For those who fear President Emmanuel Macron’s monarchical tendencies, I can report that Napoleon’s seat – along with its imperial numen – remains unclaimed and undisturbed.
Prière de toucher le fil – three installations showing off fabric embedded with ultrathin copper threads that, basically, make a touch screen out of the fabric– brought together Mobilier National’s expertise in Jacquard-technique weaving and Google-sponsored innovation in capacitance and capacitor technology.
Amor Munoz’s “Notes and folds” turned around player piano spools whose format creates an axis on which computer coding, music production and tactility come together.

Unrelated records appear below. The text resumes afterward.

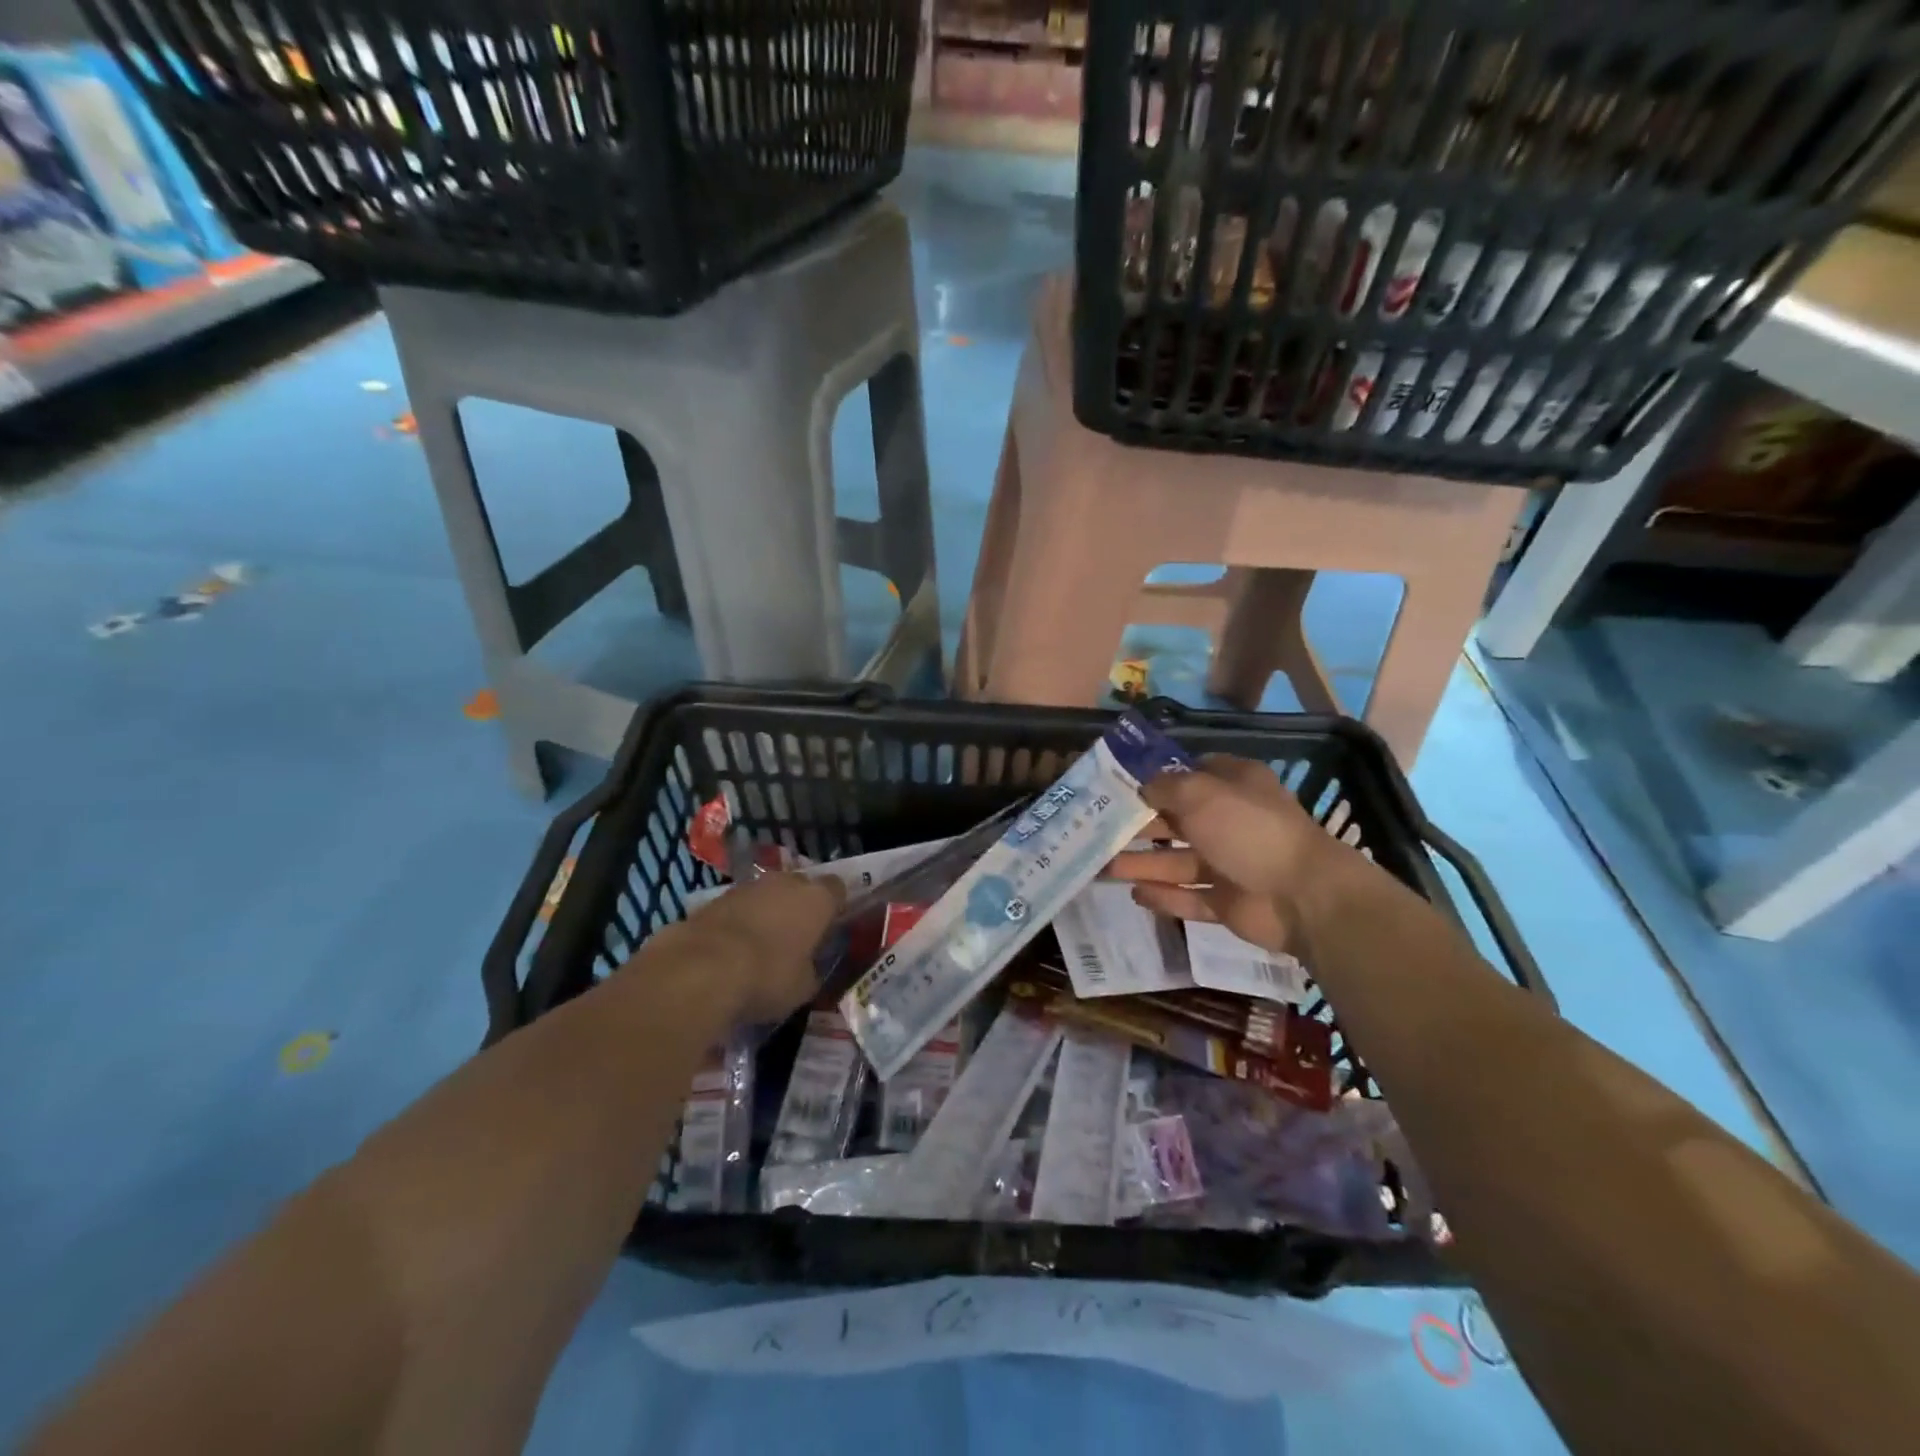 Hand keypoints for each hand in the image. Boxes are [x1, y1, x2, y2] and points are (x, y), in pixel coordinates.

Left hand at [640, 872, 846, 1024]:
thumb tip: (807, 969)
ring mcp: (748, 886)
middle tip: (795, 936)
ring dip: (766, 912)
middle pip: (800, 886)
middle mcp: (786, 882)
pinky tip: (731, 949)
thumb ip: (810, 971)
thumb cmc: (768, 976)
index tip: (830, 926)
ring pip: (766, 894)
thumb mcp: (803, 987)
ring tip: (760, 945)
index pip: (837, 889)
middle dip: (799, 906)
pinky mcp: (715, 898)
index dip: (834, 906)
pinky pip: (738, 907)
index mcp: (817, 899)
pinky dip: (738, 922)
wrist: (702, 969)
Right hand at [1105, 755, 1349, 955]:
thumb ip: (1165, 787)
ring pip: (1176, 861)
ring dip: (1142, 863)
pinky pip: (1188, 896)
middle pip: (1176, 820)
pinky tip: (1133, 894)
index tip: (1116, 785)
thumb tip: (1141, 785)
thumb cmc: (1249, 830)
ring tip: (1102, 867)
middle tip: (1097, 831)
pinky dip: (1163, 896)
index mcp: (1233, 786)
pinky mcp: (1227, 902)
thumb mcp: (1201, 794)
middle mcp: (1230, 821)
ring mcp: (1229, 864)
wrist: (1302, 897)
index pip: (1189, 774)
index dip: (1154, 778)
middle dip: (1138, 826) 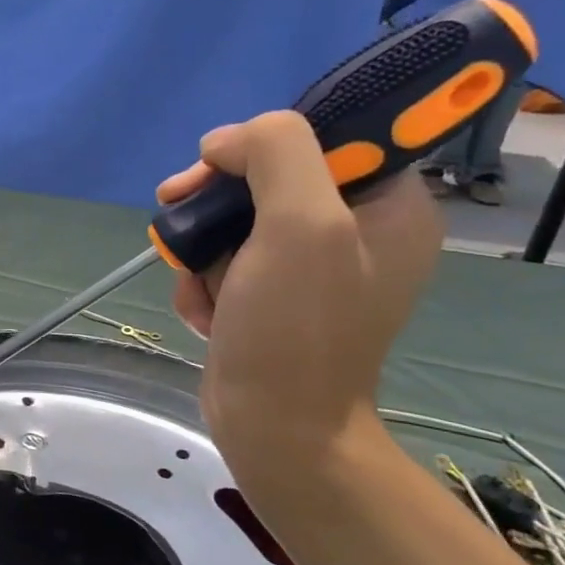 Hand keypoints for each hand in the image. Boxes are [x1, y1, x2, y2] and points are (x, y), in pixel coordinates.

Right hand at [156, 111, 440, 482]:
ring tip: (202, 288)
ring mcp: (311, 267)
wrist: (275, 428)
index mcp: (388, 205)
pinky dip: (204, 282)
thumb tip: (224, 144)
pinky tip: (206, 312)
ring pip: (235, 221)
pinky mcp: (273, 295)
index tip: (217, 168)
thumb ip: (276, 153)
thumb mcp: (301, 224)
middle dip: (216, 203)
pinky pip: (226, 261)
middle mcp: (355, 231)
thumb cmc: (296, 329)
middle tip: (176, 212)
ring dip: (202, 250)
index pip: (321, 136)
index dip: (262, 143)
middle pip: (267, 177) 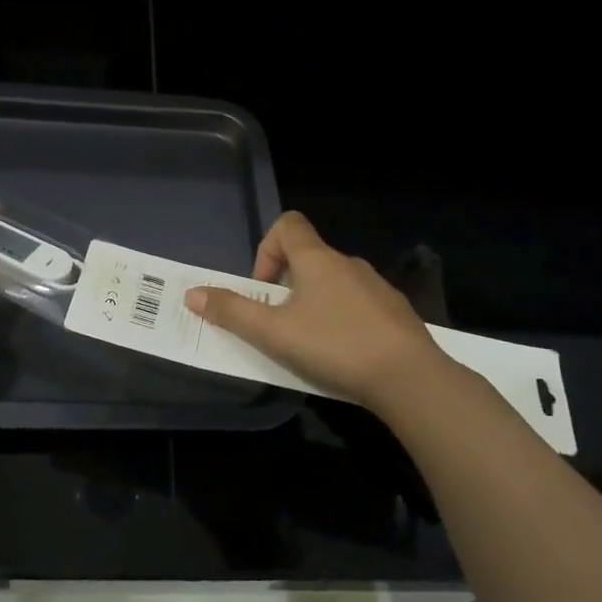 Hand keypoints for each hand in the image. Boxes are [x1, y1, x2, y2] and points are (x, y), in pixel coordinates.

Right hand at [185, 211, 444, 409]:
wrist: (409, 377)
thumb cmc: (334, 346)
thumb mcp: (273, 333)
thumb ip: (232, 312)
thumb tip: (192, 293)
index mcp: (317, 259)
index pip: (288, 224)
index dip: (266, 249)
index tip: (263, 288)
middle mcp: (348, 263)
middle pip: (308, 257)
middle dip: (286, 286)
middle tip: (279, 325)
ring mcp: (376, 286)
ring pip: (333, 283)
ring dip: (314, 304)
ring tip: (309, 344)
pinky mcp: (395, 311)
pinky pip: (358, 304)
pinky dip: (342, 319)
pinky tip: (343, 354)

An interactive “meditation walk” combining touch & sound with light, “Tree of Light”, designed by the collective Oma Space (Jang Jiu, Daniel Kapelian & Gil Kyoung) opened exploration of the technology’s possibilities. Different musical chords marked the moment as, led forward by a firefly light, the visitor’s bare foot found purchase on, among many different textures, a bark or silk or straw step.
Chloé Bensahel’s “Words weave Worlds” closed the show with a meditation on words and touch – stroking, poking or touching words produced different sounds, with different emotional resonances to the word.
In a word, Prière de toucher le fil was something unique – a way to understanding technology through the esthetics of sight, sound and touch. I am waiting on Mobilier National’s second exhibition. And so should you.
All the installations were created in cooperation with Google engineers during a Google Arts & Culture artist residency.